Wunderbar…

Man muss ehrlich sagen, dass selbst wenn man sich intensiv mit Videospielen auseinandersetzt, es immer wieder Titel gibt, die einem durch die Finger schlüpfen und einen dann positiv überraschen. Divinity: Original Sin war so ein Underdog - zum Beispiel. Styx war ein anderer Schlag auf den Hinterkopf. Obwohl wir RiME ja eigentlich kommen sahen, immerhin wurde das Ding mehrmals groß präsentiert, kam es dann doch irgendwie überraschend und hat uns auf seine Art durchaus umgehauen. Schiffsbrüchig
Wir starten unser Abenteuer als kleiner Junge auf einer Insel.
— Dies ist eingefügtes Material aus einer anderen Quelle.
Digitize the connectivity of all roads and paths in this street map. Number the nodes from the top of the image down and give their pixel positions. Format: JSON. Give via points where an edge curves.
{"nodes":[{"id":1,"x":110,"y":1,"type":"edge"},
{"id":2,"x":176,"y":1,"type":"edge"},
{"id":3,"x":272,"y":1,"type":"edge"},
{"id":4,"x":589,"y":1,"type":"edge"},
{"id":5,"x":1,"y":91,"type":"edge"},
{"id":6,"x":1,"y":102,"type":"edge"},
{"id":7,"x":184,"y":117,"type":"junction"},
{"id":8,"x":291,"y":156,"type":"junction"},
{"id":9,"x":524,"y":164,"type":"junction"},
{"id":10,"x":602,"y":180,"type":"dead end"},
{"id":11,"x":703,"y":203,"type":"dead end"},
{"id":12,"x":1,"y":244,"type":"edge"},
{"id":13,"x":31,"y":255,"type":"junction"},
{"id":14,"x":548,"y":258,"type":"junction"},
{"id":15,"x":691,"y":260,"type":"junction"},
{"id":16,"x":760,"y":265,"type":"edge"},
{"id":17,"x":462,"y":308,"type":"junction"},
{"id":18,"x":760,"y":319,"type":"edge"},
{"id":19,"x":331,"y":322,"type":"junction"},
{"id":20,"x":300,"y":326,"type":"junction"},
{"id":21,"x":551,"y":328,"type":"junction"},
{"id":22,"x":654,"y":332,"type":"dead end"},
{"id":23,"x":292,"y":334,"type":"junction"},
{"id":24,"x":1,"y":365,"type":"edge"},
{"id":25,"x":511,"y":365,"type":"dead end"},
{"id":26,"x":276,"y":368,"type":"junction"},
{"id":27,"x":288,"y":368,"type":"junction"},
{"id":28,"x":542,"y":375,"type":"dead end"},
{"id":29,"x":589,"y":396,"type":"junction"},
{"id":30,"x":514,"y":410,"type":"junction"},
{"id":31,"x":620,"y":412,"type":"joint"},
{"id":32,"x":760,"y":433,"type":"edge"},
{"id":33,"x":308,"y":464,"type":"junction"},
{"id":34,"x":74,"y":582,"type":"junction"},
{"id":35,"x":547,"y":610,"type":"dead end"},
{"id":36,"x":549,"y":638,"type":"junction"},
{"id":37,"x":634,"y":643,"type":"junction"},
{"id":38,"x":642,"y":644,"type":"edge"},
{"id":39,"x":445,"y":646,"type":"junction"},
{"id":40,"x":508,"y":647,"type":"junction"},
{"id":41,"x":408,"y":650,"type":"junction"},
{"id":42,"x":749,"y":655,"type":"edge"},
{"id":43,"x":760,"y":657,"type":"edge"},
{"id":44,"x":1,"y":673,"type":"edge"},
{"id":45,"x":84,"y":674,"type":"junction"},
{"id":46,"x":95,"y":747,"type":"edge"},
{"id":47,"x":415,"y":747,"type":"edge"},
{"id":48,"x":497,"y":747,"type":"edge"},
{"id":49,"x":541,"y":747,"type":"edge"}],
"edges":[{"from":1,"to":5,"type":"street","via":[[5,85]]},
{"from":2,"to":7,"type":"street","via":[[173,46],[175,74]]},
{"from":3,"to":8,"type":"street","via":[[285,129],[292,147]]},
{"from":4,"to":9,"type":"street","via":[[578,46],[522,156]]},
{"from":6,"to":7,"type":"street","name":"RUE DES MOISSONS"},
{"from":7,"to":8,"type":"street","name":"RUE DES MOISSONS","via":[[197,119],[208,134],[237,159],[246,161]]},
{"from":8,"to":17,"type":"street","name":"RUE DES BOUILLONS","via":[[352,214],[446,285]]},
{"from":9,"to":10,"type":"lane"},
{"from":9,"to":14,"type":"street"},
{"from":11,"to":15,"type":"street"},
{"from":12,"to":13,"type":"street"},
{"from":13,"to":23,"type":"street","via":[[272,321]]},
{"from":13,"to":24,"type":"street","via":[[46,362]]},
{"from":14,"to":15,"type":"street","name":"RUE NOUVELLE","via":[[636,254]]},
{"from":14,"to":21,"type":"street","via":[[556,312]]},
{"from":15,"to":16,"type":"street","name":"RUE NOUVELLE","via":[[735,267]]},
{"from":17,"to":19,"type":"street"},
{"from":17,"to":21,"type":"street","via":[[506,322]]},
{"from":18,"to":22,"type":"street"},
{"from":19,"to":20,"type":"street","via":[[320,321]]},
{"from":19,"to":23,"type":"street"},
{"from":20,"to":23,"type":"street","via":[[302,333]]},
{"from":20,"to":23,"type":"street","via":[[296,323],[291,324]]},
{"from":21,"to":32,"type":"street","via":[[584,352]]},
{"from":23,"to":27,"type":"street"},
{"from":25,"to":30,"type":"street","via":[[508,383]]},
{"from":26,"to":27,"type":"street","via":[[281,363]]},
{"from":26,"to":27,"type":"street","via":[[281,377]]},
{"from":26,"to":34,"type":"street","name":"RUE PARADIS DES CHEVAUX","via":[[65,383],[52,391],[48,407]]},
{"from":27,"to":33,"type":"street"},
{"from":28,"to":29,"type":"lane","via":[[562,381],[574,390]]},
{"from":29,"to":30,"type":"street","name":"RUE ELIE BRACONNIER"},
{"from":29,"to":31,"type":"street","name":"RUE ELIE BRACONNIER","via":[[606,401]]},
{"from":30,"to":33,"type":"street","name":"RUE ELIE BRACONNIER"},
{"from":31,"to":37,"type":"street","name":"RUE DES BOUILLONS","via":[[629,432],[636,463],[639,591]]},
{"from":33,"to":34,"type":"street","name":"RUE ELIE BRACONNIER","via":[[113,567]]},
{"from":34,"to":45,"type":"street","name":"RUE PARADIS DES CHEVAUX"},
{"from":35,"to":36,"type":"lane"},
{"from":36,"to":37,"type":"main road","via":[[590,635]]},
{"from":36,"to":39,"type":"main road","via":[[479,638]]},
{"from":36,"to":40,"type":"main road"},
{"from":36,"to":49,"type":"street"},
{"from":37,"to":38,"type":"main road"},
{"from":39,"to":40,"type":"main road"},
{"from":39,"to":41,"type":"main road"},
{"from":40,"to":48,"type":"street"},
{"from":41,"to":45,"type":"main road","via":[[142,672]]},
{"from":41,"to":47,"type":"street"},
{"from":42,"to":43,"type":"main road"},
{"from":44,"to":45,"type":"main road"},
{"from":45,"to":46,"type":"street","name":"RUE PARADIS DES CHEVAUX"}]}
Keine Ahnung was für eine Insel, keine Ahnung wo wir sind, keine Ahnung, was hier los ist. Das Spiel gibt uns keine Tipps oder Ratschläge, niemand spricht mit uns, niemand erzählt uns etwas, also laufen wir einfach los. Ein Interface gibt es keines und auch was seine Tooltips angeht, versucht das Spiel sich zurück zu halten. Klar, man muss uns sagen, wie wir springen, dass wir über Abhänge klettern können, oder wie wir Dinge benutzen können. Das alles passiert aber so kleinlaut wie möglich. Nach einer Weile finden wir eine Plattform mit einigen Statuen, wir finden Lichtsäulen, die uns den Weg weisen und Früchte, die wir an Wildschweine verfüttern können und genießen während unseres Orientierungslaufes die auf seine Art unsagbar schöne Optik. Ehe wir uns verstehen, sind wir im Inneren der Insel, sehen eine Tempelanlage vor uns oder eine karge Wüstengegend und versuchen herauszufinden, was hier eigentlich los ist.